• [What to do] A line qualifies if it holds the string "pinky". Copy every qualifying line from the records.

• [Data]

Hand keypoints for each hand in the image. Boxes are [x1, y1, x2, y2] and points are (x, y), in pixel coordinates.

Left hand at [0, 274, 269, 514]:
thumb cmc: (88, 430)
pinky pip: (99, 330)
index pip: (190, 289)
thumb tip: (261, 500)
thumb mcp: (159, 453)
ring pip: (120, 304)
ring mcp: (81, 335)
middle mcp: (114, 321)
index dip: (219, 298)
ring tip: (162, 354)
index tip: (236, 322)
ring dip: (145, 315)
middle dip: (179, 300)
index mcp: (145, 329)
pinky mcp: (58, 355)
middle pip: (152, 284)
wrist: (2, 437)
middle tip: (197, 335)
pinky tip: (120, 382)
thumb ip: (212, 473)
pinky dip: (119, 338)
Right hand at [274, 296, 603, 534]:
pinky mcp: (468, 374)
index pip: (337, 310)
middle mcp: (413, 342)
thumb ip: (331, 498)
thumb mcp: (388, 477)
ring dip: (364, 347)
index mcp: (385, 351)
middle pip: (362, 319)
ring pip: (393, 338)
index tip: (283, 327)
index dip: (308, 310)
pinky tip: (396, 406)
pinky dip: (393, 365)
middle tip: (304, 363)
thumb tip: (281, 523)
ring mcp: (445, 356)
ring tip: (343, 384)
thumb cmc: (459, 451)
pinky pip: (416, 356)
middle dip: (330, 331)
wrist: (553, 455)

• [Solution to this task]
pinky pip: (99, 330)
pinky mcp: (58, 355)
pinky tip: (120, 382)
pinky dip: (119, 338)
pinky mcp: (468, 374)
pinky tip: (396, 406)
pinky dip: (393, 365)
pinky pip: (416, 356)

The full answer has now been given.